First is that we need to better define what "processing" is. I mentioned
this the other day in a somewhat different context (intermediate
validation) but it certainly is a big issue here.

Do the various block-processors define what processing is, and what is
meant by "success" and "failure", or are these topics for the bundle spec? 

And when the bit can be turned on here and off there and on again in yet
a third place, what real meaning does it have??

With regard to processing, what does it mean, for example, for a PS
block if the current node is not the security destination? Does that
change if the current node does in fact have sufficient information to
verify the payload? If it does and the verification fails, does the
current node still forward the bad bundle?

Another example is to think of what it means to receive a bundle but not
have the extension necessary to interpret it, and then to receive a
bundle with a security block and have that block fail the validation
check. The latter is clearly a "failure" but what about the former? It's
not a success but is it a failure? If we mark it as "could not be
processed" then might other nodes interpret that to mean it really failed.

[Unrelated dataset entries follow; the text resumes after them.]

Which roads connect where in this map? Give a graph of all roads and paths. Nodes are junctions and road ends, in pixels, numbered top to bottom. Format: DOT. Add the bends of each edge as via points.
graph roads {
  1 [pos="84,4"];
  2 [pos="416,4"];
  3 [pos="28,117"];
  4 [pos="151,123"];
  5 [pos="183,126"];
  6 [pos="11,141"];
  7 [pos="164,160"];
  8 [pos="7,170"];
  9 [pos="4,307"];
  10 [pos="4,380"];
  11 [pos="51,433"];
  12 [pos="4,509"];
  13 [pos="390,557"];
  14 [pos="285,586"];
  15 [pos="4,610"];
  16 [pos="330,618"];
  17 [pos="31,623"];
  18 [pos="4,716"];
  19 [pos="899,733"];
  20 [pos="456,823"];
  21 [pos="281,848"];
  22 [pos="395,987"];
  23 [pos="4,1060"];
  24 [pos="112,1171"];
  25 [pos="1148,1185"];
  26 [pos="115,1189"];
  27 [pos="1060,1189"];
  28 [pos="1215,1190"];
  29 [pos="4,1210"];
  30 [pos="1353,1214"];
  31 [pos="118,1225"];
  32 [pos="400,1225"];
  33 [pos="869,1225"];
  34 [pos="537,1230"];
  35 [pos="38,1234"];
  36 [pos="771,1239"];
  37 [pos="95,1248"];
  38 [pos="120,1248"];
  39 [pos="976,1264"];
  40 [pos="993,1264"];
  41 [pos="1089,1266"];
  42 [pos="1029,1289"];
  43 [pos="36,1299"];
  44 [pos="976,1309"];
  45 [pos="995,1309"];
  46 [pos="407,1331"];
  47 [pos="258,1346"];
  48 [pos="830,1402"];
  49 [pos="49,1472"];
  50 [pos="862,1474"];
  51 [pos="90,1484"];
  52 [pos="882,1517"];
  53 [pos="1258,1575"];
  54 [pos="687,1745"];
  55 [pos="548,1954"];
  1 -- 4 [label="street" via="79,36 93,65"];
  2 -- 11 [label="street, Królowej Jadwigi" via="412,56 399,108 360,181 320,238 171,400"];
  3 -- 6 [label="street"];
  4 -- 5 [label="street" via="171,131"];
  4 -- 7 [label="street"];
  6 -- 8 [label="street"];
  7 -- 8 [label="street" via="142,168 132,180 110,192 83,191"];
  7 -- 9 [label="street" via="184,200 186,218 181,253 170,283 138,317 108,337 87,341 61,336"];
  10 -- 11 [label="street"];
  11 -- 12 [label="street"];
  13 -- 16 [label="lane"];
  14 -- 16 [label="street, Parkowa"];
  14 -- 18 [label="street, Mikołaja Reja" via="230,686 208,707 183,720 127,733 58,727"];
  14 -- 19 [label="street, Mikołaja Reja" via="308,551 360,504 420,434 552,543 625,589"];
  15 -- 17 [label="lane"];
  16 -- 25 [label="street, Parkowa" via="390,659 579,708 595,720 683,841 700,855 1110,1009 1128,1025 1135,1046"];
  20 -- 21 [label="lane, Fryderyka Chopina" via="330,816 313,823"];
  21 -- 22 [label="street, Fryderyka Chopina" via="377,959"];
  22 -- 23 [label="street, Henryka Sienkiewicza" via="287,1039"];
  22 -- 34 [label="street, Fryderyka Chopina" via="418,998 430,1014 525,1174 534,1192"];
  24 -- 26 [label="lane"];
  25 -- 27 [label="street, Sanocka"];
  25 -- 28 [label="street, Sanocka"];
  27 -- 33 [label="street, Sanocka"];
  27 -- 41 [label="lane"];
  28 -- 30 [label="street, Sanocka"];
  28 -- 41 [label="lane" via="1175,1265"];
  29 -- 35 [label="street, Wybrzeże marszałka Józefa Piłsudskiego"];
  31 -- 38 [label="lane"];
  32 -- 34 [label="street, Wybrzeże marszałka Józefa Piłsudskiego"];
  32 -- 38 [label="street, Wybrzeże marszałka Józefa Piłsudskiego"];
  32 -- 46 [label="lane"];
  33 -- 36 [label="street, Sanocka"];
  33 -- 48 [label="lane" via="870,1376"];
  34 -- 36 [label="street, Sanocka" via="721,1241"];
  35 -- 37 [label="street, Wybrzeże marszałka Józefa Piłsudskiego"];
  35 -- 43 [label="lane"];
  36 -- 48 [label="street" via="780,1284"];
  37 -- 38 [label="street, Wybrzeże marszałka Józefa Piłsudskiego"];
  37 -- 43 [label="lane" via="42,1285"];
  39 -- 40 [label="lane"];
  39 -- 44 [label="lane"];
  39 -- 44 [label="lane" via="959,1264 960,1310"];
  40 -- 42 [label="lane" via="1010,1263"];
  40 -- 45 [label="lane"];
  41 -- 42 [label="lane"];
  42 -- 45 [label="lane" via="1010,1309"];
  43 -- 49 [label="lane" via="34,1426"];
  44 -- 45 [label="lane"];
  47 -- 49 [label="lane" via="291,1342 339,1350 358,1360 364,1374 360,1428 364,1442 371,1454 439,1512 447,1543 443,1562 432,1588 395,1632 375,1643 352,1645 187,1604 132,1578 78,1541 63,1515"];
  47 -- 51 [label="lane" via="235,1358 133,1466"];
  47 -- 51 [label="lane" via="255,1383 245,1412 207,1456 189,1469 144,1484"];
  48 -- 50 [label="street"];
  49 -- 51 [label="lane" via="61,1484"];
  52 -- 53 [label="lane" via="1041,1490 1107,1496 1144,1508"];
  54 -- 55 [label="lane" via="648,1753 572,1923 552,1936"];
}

I'm sure we can't specify "processing" in particular detail but we
should define how it is specified, and the various limits.


My second issue is less closely related to your original question. The
bundle spec at present refers to extensions but doesn't define them,
which is OK. But there are problems which arise because, as you
describe, a bundle may be processed differently at various nodes. Your
1-2-3 example in the second paragraph above is a good example.

I believe that the base bundle specification should contain a certain
minimum requirement with regard to extension blocks in order that
predictable processing can happen. For example, the bundle specification
describes extension blocks but does not specify that block types 2, 3
and 4 are used by and reserved for the security protocol. So an
implementation could define its own set of 2,3 and 4 and still be
conformant with the bundle protocol. What a mess that would be.

We need the base specification to require that extensions are
implemented in accord with the appropriate specification. The extensions
are optional and you can omit them and be in conformance, but you can't
be in conformance if your implementation + extensions violates the
various specifications. So, you don't have to do them, but you can't do
them differently.

Especially in the case of security, we might provide a small description
in the base spec which defines 2, 3 and 4 and specifies what a non-
security implementation should do if it encounters blocks of those
types. I suggest that this specify that 2 [BA] be discarded and 3 and 4
[PS and C] be forwarded unchanged for someone else to deal with. This
might override the "discard" flag setting, or might not. That's an open
question, and should be decided and specified [there are good arguments
for and against].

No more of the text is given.